Some were displeased with Delaroche's work at the time in general, and, in part, Bonaparte Crossing the Alps, criticising what was described as his 'lowered standards in art'. Such critics included The Gentleman's Magazine, who wrote the following text about Delaroche:

These all reveal a modification in his style, but not a happy one. His more recent works are not calculated to restore him the sympathy he had lost. It must be confessed that Delaroche is an artist of talent rather than a genius. Education and diligent study qualified him to be a painter, but not an artist, in the true sense of that word. For he has failed in the true mission of the artist-that of advancing the education of the masses; when it was in his power to give an impulse, he yielded to it; he has been a reflection, but not a light; and instead of elevating the public to himself, he has lowered himself to the public.

== Notes ==

- I Bonaparte chose to ride across the alps on a mule (obtained at a convent at Martigny) rather than a steed, the typical gentleman's mount at the time, because the mule was considered to be more sure-footed on the slippery slopes and narrow passes of the Alps, and to be more sturdy and hardy while making such a perilous journey on such volatile terrain.
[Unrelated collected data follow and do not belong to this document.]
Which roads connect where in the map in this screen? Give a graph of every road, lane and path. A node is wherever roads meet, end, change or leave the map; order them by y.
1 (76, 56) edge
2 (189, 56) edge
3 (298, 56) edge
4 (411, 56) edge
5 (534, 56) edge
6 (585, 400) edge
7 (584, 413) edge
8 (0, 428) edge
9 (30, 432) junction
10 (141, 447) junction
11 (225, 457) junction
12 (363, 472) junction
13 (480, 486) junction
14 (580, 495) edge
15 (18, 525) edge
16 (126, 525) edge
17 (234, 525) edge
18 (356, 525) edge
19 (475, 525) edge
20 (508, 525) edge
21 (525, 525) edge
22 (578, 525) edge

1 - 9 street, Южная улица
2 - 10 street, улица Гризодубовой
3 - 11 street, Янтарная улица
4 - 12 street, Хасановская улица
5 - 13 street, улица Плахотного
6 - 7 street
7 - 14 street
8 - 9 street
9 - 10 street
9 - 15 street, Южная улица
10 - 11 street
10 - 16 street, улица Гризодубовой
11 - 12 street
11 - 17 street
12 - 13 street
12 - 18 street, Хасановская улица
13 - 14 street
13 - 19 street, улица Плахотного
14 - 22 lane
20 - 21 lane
- II Napoleon ordered the assemblage of over 5,000 artillery for transport through the pass, despite the fact that the pass was widely considered to be much too narrow, and the route too volatile and unstable, to allow any form of artillery, light or heavy, to come through. Thus, Napoleon's military advisers warned him against this move, but he insisted on this presence of this great number of artillery.
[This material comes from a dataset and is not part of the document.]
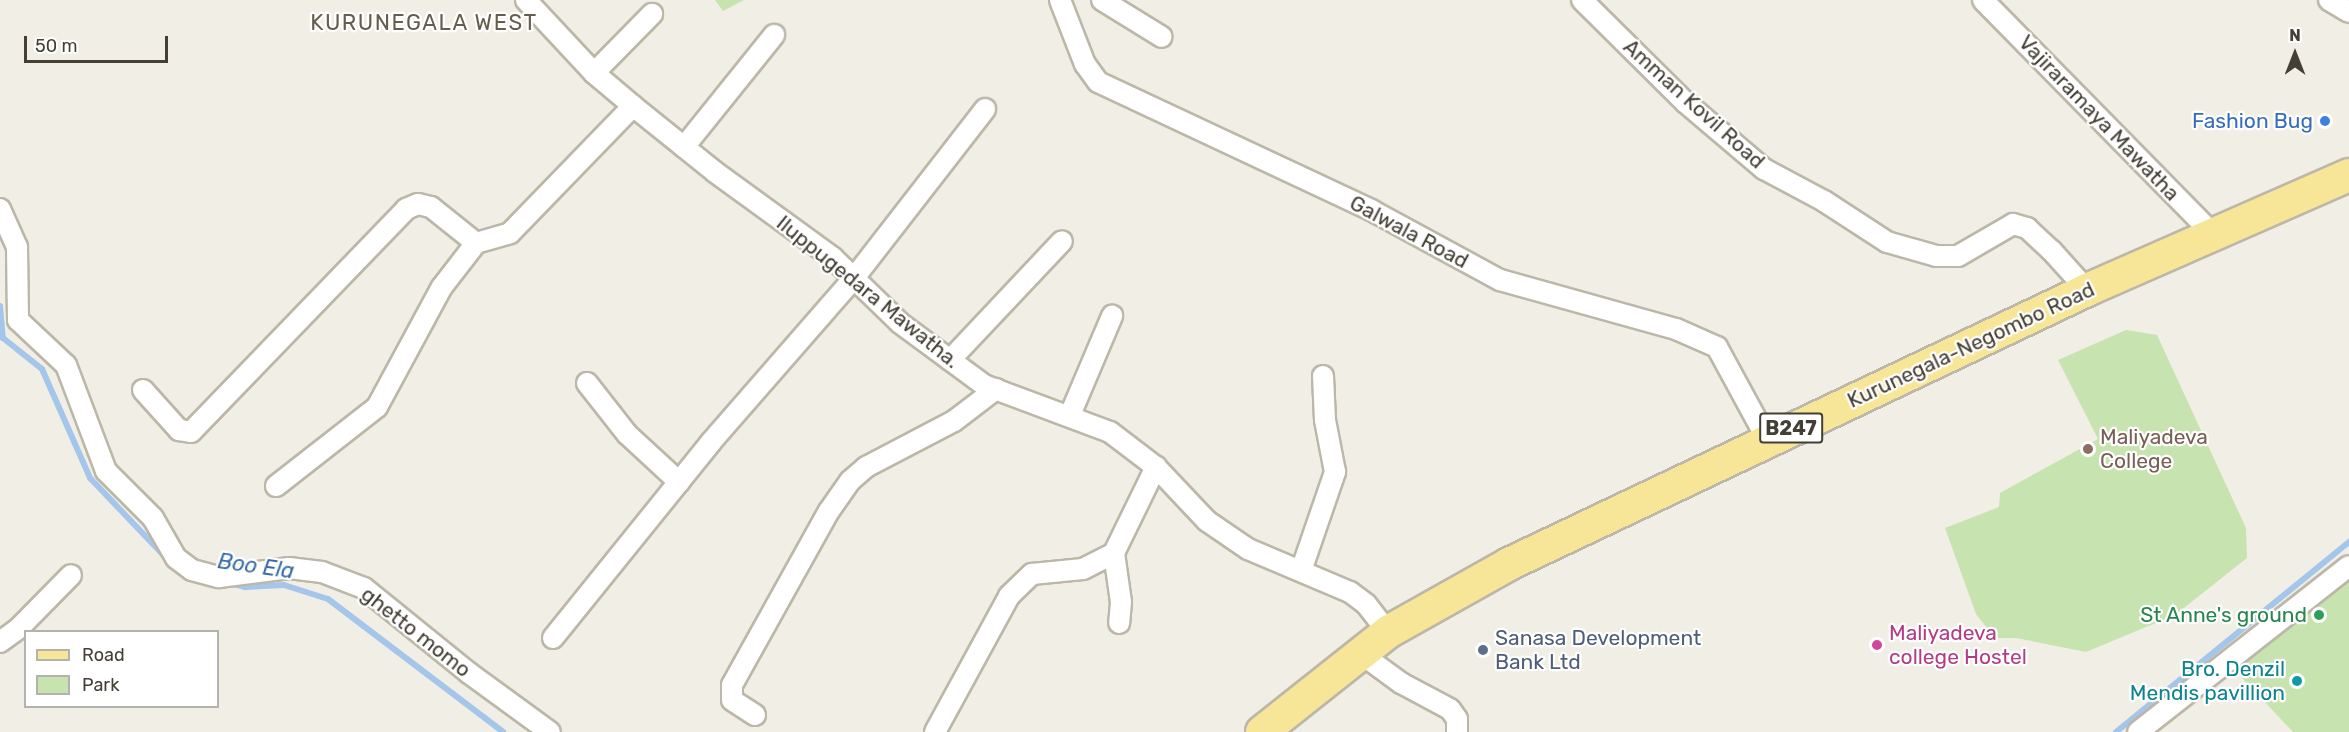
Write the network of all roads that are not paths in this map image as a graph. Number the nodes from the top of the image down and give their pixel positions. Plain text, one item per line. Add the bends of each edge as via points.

- IIIIn addition to these figures, approximately 3,600 French men were wounded, with over 900 captured or missing, and almost 5,520 Austrians were wounded, with over 2,900 captured (missing numbers cannot be accurately estimated).
- IVThe painting was rehung as a result of the revival of Napoleon's reputation, and a fresh interest into his exploits. However, before this, in 1815, the year Napoleon was exiled, Napoleonic-themed art was proscribed for artists and painters, as he was not well liked because of events that had occurred in the few years immediately preceding 1815, and Napoleon's exile. It was only truly by the 1830s that artwork related to the emperor was being created once more. As such, after being removed from the walls of the Louvre around 1815, David's version had been re-hung by the time Delaroche observed it.
- VThe king of Spain (of the time) commissioned Jacques-Louis David's Napoleon Crossing the Alps as a friendly gesture towards Napoleon, hoping that the flattering gift would strengthen relationships between France and Spain, to the degree that Napoleon would not consider invading Spain and taking it over, after he became emperor. However, the king of Spain's attempt failed, and, soon after Napoleon crowned himself emperor, he crossed the Pyrenees and conquered Spain.
- VIThe Athenæum was a widely read literary magazine or periodical that was published in London between 1828 and 1923. Published weekly, the Athenæum grew and expanded to become one of the most influential and most widely read periodical of the Victorian era. Most of its content was composed of articles, reviews, and scientific and political news, among others. The topics covered in these texts included works of literature, fine art, music and theatre, science and politics.